Hybrid Retinal Implant for Restoration of Sight

Current retinal prostheses have been shown to provide useful vision in blind patients by direct electrical activation of the inner retinal neurons. However, inherent limitations of direct neuronal activation (lack of proximity and non-selective neuronal activation), make it challenging to achieve full restoration of vision. We propose an out-of-the-box approach toward sight restoration with a hybrid retinal prosthesis composed of a high-density electrode array (pixel distance down to the cellular size of 10- 5µm), where each individual electrode is coupled with a glutamatergic neuron to create a tight neuron-electrode coupling. Following implantation of the hybrid prosthesis, the glutamatergic neurons integrate and synapse with the host retinal circuits. Patterned electrical stimulation of these glutamatergic neurons by the electrodes modulates glutamate release onto the synapse with the host bipolar cells after which the remaining retinal circuitry is activated in an identical manner to natural vision. The ultimate electrode-neurons proximity and the low charge neural activation threshold should enable the significant reduction in electrode dimensions and an increase in pixel density as well as the continuous graded potential activation, similarly to the bipolar and photoreceptor cells while the indirect activation of the host retina by glutamatergic neurons, can potentially preserve the natural visual circuits (e.g. ON and OFF).
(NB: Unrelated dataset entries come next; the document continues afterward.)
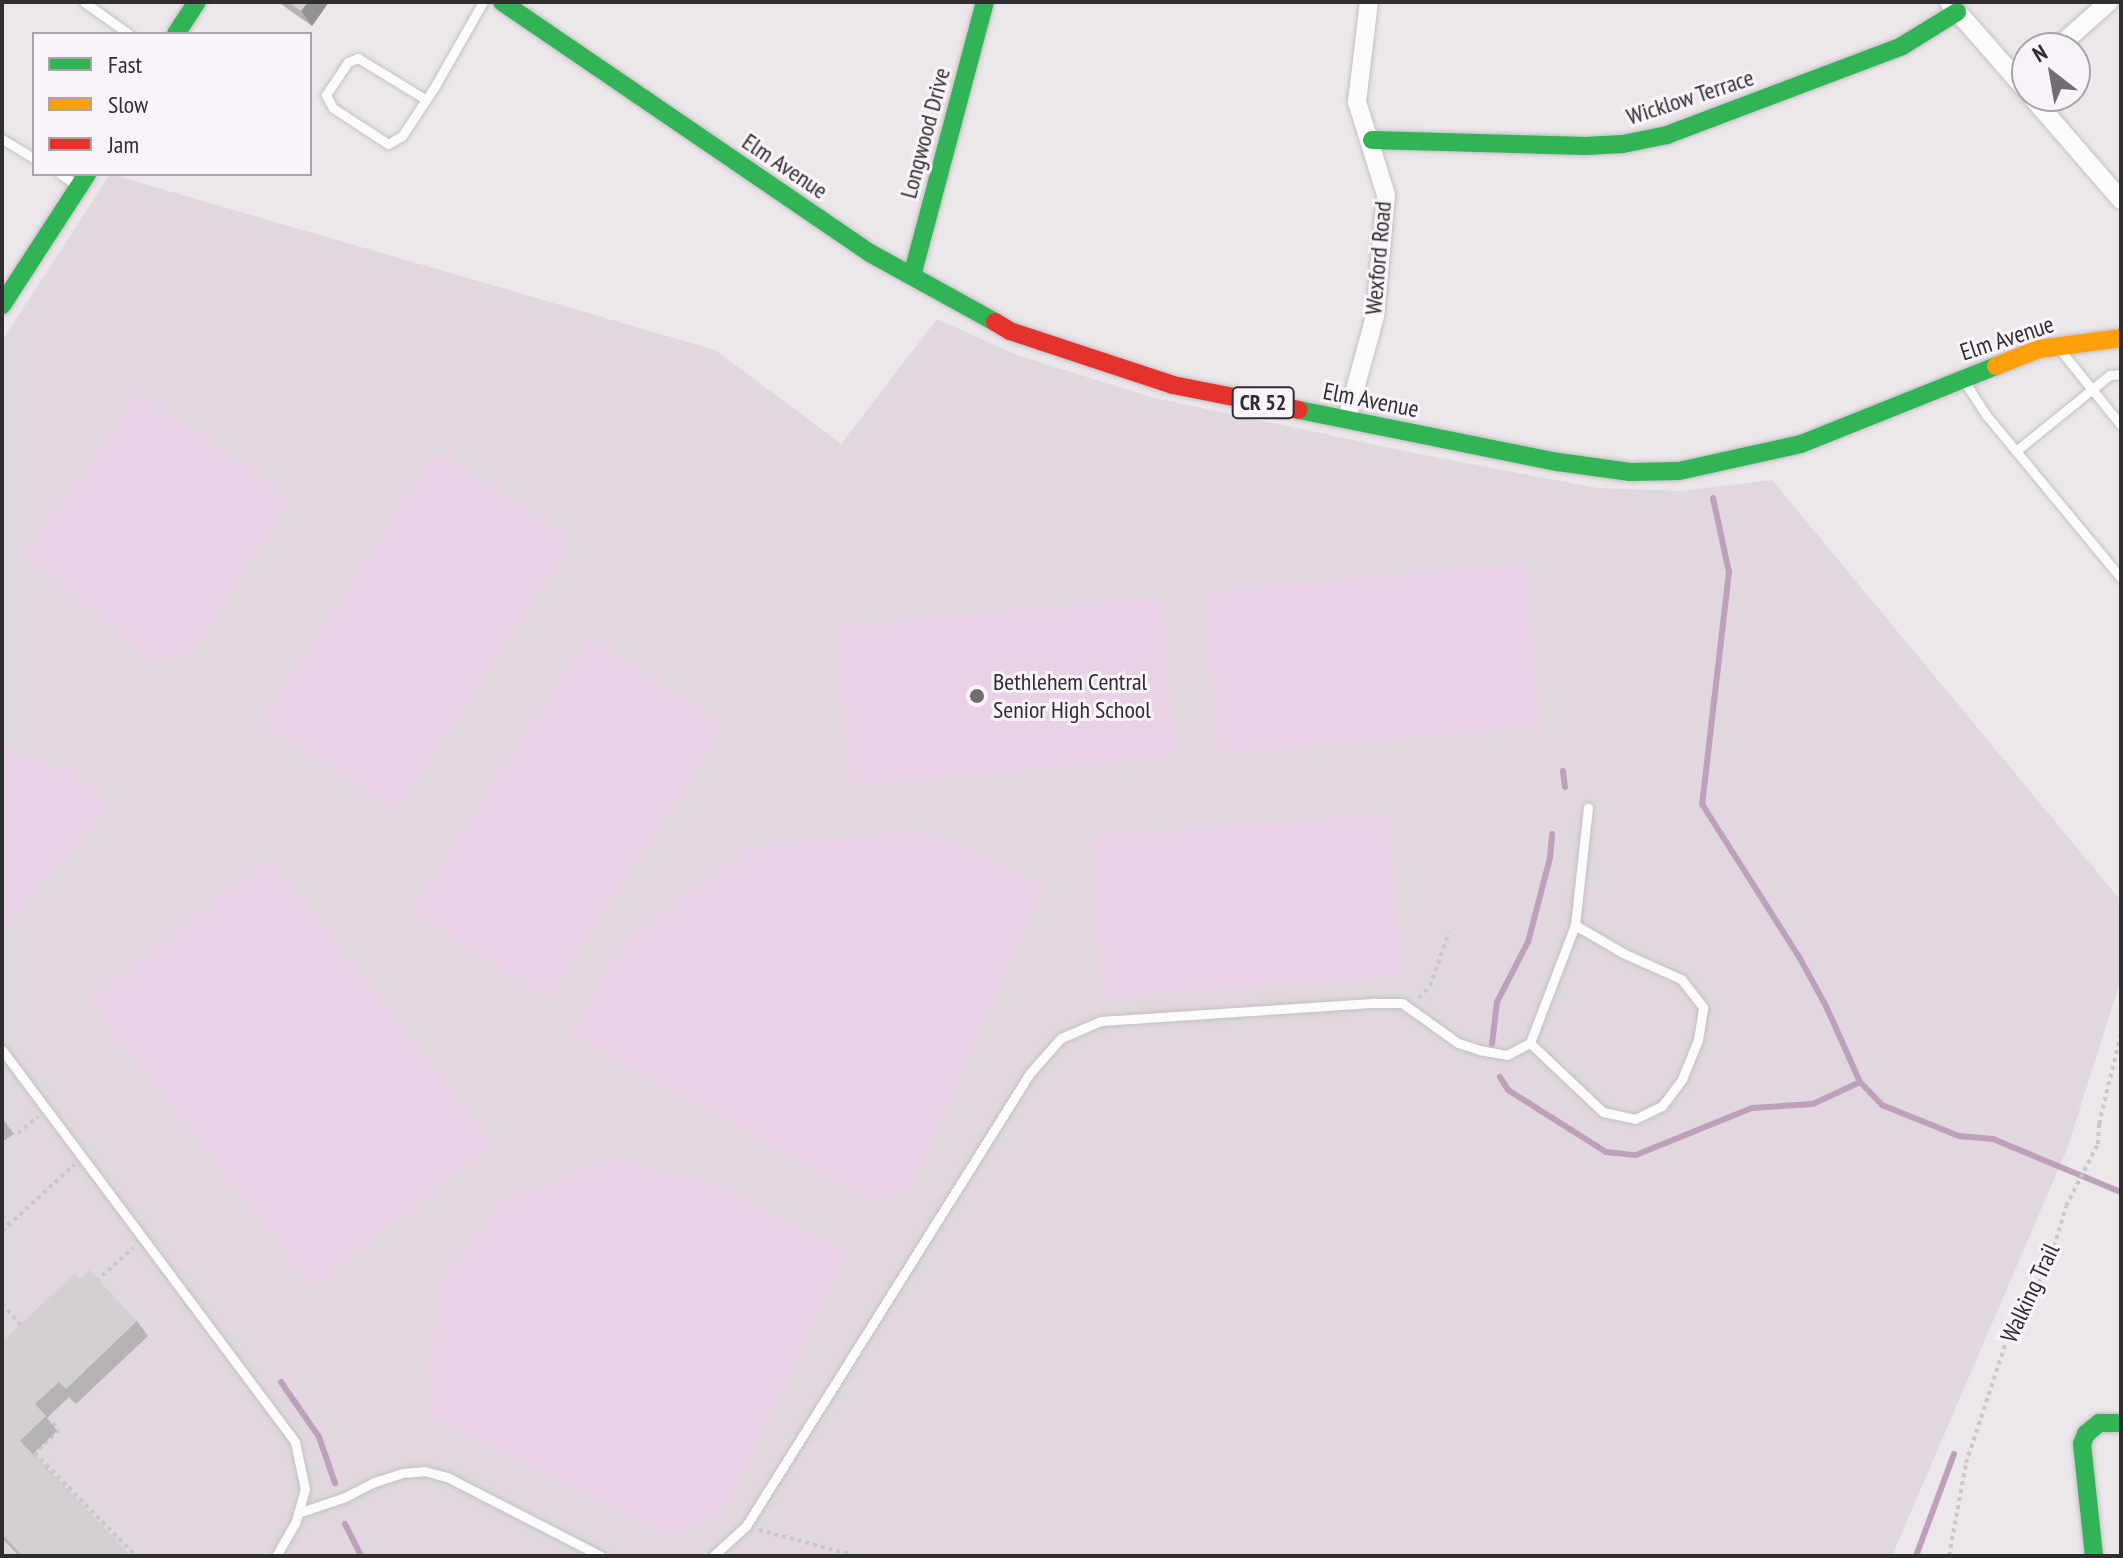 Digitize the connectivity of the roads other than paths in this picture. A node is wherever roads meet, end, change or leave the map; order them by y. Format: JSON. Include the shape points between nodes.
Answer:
{"nodes":[{"id":1,"x":84,"y":2,"type":"edge"},
{"id":2,"x":197,"y":2,"type":"edge"},
{"id":3,"x":483,"y":2,"type":"edge"},
{"id":4,"x":502,"y":2,"type":"edge"},
{"id":5,"x":985,"y":2,"type":"edge"},
{"id":6,"x":1369,"y":2,"type":"edge"},
{"id":7,"x":2109,"y":2,"type":"edge"},
{"id":8,"x":1953,"y":7,"type":"edge"},
{"id":9,"x":126,"y":32,"type":"edge"},
{"id":10,"x":177,"y":32,"type":"edge"},
{"id":11,"x":2075,"y":32,"type":"edge"},
{"id":12,"x":2011,"y":67,"type":"edge"},
{"id":13,"x":425,"y":99,"type":"junction"},
{"id":14,"x":2045,"y":112,"type":"edge"},
{"id":15,"x":2,"y":139,"type":"edge"},
{"id":16,"x":1372,"y":140,"type":"junction"},
{"id":17,"x":32,"y":157,"type":"edge"},
{"id":18,"x":83,"y":180,"type":"edge"},
{"id":19,"x":2121,"y":200,"type":"edge"},
{"id":20,"x":912,"y":276,"type":"junction"},
{"id":21,"x":2,"y":305,"type":"edge"},
{"id":22,"x":2121,"y":338,"type":"edge"},
{"id":23,"x":2057,"y":345,"type":"junction"},
{"id":24,"x":2121,"y":374,"type":"edge"},
{"id":25,"x":1962,"y":378,"type":"junction"},
{"id":26,"x":2092,"y":388,"type":"junction"},
{"id":27,"x":1347,"y":419,"type":"junction"},
{"id":28,"x":2121,"y":425,"type":"edge"},
{"id":29,"x":2016,"y":451,"type":"junction"},
{"id":30,"x":2121,"y":578,"type":"edge"},
{"id":31,"x":1588,"y":808,"type":"dead end"},
{"id":32,"x":1575,"y":925,"type":"junction"},
{"id":33,"x":1530,"y":1043,"type":"junction"},
{"id":34,"x":2,"y":1050,"type":"edge"},
{"id":35,"x":2121,"y":1423,"type":"edge"},
{"id":36,"x":298,"y":1513,"type":"junction"},
{"id":37,"x":276,"y":1556,"type":"edge"},
{"id":38,"x":601,"y":1556,"type":"edge"},
{"id":39,"x":713,"y":1556,"type":"edge"},
{"id":40,"x":2094,"y":1556,"type":"edge"}],
"edges":[{"from":1,"to":9,"type":"lane"},
{"from":2,"to":10,"type":"main road"},
{"from":3,"to":13,"type":"lane"},
{"from":4,"to":20,"type":"main road","name":"Elm Avenue","number":"CR 52","via":[[870,253]]},
{"from":5,"to":20,"type":"main road","name":"Longwood Drive"},
{"from":6,"to":16,"type":"street","name":"Wexford Road","via":[[1356,88]]},
{"from":7,"to":11,"type":"street"},
{"from":8,"to":12,"type":"street"},
{"from":8,"to":16,"type":"main road","name":"Wicklow Terrace","via":[[1902,46],[1667,135],[1586,146]]},
{"from":13,"to":13,"type":"lane","via":[[402,136],[388,144],[333,108],[326,95],[348,62],[358,58]]},
{"from":14,"to":19,"type":"street"},
{"from":15,"to":17,"type":"lane"},
{"from":16,"to":27,"type":"street","name":"Wexford Road","via":[[1386,195],[1375,316]]},
{"from":18,"to":21,"type":"main road"},
{"from":20,"to":27,"type":"main road","name":"Elm Avenue","number":"CR 52","via":[[1010,331],[1159,380]]},
{"from":22,"to":23,"type":"main road","name":"Elm Avenue","number":"CR 52"},
{"from":23,"to":25,"type":"main road","name":"Elm Avenue","number":"CR 52"},
{"from":23,"to":26,"type":"lane"},
{"from":24,"to":26,"type":"lane"},
{"from":25,"to":27,"type":"main road","name":"Elm Avenue","number":"CR 52","via":[[1801,444],[1679,471],[1630,472],[1558,462]]},
{"from":25,"to":29,"type":"lane"},
{"from":26,"to":28,"type":"lane"},
{"from":26,"to":29,"type":"lane"},
{"from":29,"to":30,"type":"lane"},
{"from":31,"to":32,"type":"lane"},
{"from":32,"to":33,"type":"lane"},
{"from":32,"to":33,"type":"lane","via":[[1681,979],[1703,1007],[1698,1040],[1682,1079],[1662,1106],[1635,1119],[1603,1112]]},
{"from":33,"to":39,"type":"lane","via":[[1507,1055],[1479,1050],[1458,1043],[1402,1003],[1101,1021],[1061,1038],[1030,1073],[746,1526]]},
{"from":34,"to":36,"type":"lane","via":[[295,1442],[305,1489]]},
{"from":35,"to":40,"type":"main road","via":[[2099,1423],[2082,1444]]},
{"from":36,"to":37,"type":"lane"},
{"from":36,"to":38,"type":"lane","via":[[375,1482],[424,1471],[447,1477]]}]}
In this talk I will present our results with generation of photoreceptor precursors from hESC. I will present the functional characterization of these cells by path-clamp and calcium imaging techniques, which demonstrated that the intracellular calcium of the cells can be electrically modified. I will further discuss the many challenges and approaches taken in device fabrication and tissue engineering toward the development of hybrid retinal prosthesis.